Data excerpts:
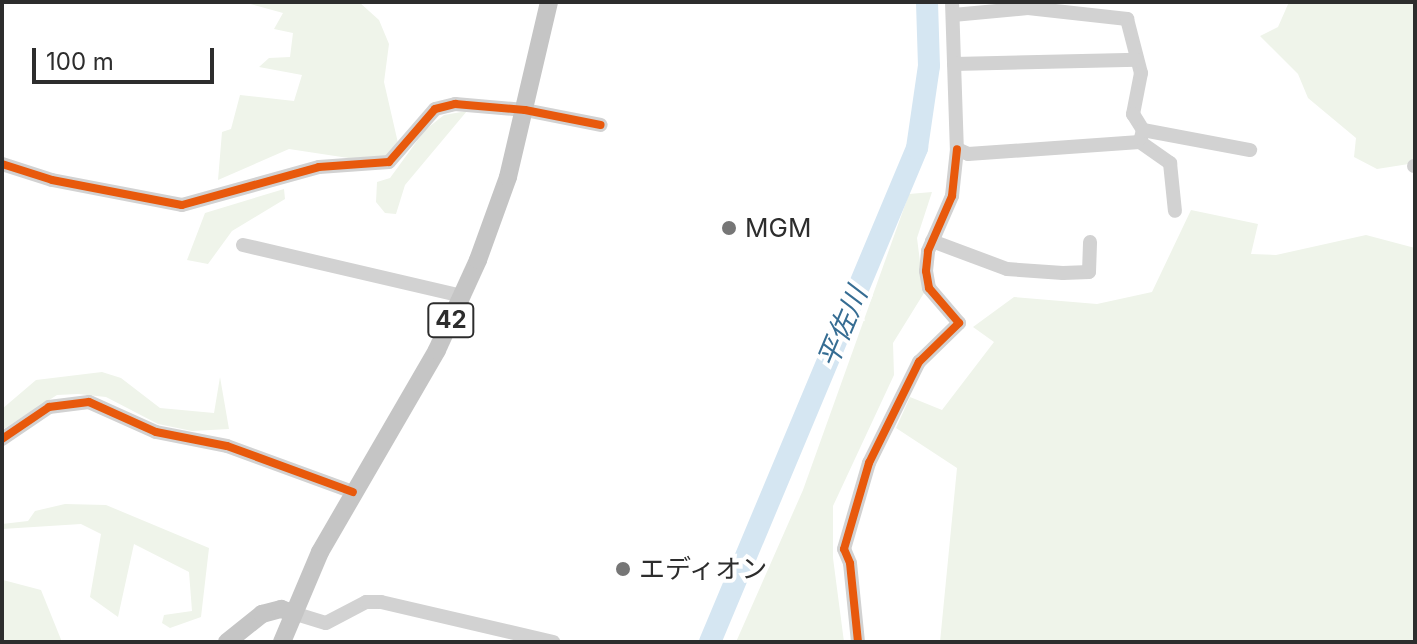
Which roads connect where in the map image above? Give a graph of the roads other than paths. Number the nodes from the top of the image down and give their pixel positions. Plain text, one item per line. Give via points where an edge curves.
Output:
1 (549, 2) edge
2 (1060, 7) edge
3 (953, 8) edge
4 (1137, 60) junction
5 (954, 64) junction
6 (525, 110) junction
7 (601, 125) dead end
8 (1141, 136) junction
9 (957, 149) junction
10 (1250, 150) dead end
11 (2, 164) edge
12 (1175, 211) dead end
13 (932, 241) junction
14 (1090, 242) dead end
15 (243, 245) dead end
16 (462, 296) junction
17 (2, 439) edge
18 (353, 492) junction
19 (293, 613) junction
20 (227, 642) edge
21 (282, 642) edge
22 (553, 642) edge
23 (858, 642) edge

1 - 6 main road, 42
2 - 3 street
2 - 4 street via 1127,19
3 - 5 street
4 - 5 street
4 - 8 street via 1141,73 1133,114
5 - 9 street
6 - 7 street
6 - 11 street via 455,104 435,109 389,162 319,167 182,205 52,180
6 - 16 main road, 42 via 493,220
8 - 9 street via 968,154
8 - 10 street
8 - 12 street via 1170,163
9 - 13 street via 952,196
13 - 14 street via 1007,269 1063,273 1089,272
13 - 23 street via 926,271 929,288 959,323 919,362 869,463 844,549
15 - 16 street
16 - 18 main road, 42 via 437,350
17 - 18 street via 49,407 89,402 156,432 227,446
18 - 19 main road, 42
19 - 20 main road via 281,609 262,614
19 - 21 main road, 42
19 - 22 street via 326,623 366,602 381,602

### TASK DESCRIPTION:
Output each line exactly as shown above; no pictures go in the copy.

### OUTPUT OF THE EXERCISE:
Which roads connect where in the map image above? Give a graph of the roads other than paths. Number the nodes from the top of the image down and give their pixel positions. Plain text, one item per line. Give via points where an edge curves.
Output:
1 (549, 2) edge
2 (1060, 7) edge
3 (953, 8) edge
4 (1137, 60) junction
5 (954, 64) junction
6 (525, 110) junction
7 (601, 125) dead end
8 (1141, 136) junction
9 (957, 149) junction
10 (1250, 150) dead end
11 (2, 164) edge
12 (1175, 211) dead end
13 (932, 241) junction
14 (1090, 242) dead end
15 (243, 245) dead end
16 (462, 296) junction
17 (2, 439) edge
18 (353, 492) junction
19 (293, 613) junction
20 (227, 642) edge
21 (282, 642) edge
22 (553, 642) edge
23 (858, 642) edge

1 - 6 main road, 42
2 - 3 street
2 - 4 street via 1127,19
3 - 5 street
4 - 5 street
4 - 8 street via 1141,73 1133,114
5 - 9 street
6 - 7 street
6 - 11 street via 455,104 435,109 389,162 319,167 182,205 52,180
6 - 16 main road, 42 via 493,220
8 - 9 street via 968,154
8 - 10 street
8 - 12 street via 1170,163
9 - 13 street via 952,196
13 - 14 street via 1007,269 1063,273 1089,272
13 - 23 street via 926,271 929,288 959,323 919,362 869,463 844,549
15 - 16 street
16 - 18 main road, 42 via 437,350
17 - 18 street via 49,407 89,402 156,432 227,446
18 - 19 main road, 42
19 - 20 main road via 281,609 262,614
19 - 21 main road, 42
19 - 22 street via 326,623 366,602 381,602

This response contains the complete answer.